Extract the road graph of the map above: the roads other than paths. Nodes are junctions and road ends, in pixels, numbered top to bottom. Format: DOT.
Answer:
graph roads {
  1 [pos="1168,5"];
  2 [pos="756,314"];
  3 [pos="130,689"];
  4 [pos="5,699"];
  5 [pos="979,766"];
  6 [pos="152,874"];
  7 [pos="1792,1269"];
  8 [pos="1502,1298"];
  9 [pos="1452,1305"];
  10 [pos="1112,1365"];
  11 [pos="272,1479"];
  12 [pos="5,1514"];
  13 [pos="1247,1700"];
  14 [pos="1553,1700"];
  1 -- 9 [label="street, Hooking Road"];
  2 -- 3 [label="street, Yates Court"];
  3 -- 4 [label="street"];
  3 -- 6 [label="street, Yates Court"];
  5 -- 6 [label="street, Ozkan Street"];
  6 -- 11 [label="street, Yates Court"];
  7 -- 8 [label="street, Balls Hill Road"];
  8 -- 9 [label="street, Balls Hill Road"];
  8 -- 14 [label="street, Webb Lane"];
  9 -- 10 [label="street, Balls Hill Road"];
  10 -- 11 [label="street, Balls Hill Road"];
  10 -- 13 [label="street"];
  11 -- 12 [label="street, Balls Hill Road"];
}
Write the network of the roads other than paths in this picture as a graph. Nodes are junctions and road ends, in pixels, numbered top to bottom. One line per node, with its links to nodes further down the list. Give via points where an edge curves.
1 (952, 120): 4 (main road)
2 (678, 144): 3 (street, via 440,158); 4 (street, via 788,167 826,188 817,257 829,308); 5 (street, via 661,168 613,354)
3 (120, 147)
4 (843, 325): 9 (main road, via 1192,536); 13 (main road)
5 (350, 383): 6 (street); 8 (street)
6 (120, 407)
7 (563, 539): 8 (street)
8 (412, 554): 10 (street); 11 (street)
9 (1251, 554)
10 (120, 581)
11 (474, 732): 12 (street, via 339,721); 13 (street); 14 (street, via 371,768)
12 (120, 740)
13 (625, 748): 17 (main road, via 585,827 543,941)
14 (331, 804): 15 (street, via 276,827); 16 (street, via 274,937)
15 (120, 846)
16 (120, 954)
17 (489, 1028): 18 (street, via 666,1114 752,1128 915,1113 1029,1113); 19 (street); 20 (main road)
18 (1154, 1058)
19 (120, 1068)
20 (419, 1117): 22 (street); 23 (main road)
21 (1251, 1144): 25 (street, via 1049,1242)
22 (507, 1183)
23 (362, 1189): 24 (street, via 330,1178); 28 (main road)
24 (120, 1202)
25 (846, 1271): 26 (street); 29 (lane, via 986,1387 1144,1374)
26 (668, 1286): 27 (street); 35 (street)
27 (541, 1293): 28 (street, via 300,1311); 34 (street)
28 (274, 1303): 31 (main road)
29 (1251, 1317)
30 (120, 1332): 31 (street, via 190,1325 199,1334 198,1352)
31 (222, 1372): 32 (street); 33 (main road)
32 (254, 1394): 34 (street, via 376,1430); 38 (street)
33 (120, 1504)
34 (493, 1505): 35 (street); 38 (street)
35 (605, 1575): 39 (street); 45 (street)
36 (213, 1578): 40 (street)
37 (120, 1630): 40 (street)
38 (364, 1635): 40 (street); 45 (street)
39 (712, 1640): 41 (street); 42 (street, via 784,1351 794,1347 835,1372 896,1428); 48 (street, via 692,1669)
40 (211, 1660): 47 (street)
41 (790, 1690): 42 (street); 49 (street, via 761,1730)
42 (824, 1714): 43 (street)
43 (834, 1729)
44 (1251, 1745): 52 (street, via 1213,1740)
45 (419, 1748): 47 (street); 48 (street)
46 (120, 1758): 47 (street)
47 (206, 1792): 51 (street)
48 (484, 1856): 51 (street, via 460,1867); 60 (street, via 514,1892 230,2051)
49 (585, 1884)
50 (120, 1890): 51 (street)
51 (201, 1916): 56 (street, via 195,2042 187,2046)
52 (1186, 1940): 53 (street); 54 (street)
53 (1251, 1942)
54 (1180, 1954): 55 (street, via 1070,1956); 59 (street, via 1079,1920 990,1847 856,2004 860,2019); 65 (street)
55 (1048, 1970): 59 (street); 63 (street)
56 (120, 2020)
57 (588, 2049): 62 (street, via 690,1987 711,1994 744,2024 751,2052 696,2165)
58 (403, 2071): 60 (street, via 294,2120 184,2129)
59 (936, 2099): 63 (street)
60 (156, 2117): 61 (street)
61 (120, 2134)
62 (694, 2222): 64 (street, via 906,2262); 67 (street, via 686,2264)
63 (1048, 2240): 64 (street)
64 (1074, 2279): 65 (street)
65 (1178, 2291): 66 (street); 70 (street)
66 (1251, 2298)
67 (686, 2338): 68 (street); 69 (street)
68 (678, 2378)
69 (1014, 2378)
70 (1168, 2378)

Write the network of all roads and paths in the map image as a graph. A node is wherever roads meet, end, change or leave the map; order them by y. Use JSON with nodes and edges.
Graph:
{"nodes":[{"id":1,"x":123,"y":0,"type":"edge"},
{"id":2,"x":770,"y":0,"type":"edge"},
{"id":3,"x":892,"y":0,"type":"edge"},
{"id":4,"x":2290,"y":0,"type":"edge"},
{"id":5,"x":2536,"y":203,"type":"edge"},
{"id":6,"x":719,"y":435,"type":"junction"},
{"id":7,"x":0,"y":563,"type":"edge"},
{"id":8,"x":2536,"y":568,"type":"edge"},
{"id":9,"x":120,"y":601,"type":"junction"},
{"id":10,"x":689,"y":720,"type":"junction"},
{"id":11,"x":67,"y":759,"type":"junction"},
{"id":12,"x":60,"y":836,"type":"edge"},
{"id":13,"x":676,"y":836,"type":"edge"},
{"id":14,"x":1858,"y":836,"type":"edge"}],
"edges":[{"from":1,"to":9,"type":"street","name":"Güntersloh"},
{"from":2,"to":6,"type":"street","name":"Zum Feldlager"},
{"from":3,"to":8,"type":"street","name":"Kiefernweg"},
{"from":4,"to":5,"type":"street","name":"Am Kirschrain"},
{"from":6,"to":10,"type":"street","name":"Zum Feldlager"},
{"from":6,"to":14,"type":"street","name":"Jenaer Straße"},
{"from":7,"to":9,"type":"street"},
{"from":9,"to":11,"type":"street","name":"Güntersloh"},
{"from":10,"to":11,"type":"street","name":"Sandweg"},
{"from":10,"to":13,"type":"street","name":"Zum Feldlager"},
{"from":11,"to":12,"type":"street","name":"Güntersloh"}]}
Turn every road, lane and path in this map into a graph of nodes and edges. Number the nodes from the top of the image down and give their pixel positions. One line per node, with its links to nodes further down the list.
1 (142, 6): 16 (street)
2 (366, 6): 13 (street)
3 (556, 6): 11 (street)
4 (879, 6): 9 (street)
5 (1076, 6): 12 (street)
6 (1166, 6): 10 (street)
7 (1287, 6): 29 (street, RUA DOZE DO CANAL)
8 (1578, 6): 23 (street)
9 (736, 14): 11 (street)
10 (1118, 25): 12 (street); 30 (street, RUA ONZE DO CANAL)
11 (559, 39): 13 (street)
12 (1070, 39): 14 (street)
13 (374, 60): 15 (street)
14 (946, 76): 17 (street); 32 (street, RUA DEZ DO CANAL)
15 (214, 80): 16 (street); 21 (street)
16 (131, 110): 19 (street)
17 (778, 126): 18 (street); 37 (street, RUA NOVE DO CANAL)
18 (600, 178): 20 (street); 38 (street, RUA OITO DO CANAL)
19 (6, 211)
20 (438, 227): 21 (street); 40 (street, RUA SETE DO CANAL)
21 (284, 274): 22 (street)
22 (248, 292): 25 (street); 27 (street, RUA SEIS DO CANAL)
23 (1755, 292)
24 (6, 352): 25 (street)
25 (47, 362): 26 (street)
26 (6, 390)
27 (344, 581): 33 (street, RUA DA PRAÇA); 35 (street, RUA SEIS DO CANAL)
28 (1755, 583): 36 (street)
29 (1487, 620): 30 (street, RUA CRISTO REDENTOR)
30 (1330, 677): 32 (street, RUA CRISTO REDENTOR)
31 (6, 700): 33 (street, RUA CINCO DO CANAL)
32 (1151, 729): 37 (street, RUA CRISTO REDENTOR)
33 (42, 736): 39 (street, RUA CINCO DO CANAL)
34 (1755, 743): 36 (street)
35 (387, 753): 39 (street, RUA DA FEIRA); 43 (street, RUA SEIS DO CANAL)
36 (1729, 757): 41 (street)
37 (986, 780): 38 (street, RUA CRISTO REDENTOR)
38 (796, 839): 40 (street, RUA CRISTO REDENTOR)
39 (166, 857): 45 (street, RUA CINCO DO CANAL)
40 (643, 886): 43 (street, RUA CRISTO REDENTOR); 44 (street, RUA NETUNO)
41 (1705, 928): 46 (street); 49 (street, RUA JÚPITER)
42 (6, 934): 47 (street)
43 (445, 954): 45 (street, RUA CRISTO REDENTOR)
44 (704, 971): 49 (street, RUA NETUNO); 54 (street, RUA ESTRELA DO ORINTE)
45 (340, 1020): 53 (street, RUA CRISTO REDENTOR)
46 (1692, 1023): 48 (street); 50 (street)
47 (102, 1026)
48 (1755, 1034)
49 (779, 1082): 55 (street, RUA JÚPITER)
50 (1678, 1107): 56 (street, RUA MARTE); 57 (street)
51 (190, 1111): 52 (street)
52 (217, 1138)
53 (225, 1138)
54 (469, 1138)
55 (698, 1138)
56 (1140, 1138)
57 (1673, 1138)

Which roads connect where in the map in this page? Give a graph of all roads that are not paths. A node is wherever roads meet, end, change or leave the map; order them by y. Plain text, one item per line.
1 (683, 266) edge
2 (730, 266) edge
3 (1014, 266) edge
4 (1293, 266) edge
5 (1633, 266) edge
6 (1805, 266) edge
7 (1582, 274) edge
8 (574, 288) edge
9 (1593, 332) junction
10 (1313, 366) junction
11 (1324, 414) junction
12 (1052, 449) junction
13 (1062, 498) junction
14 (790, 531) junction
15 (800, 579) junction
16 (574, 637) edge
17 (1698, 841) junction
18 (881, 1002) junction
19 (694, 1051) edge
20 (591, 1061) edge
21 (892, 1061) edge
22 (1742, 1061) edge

·····

TO DO: Reproduce each line from the data that has "bottom" in it.

FINAL ANSWER:
Extract the road graph of the map above: the roads other than paths. Nodes are junctions and road ends, in pixels, numbered top to bottom. Format: DOT.
Write the network of the roads other than paths in this picture as a graph. Nodes are junctions and road ends, in pixels, numbered top to bottom. One line per node, with its links to nodes further down the list. Give via points where an edge curves.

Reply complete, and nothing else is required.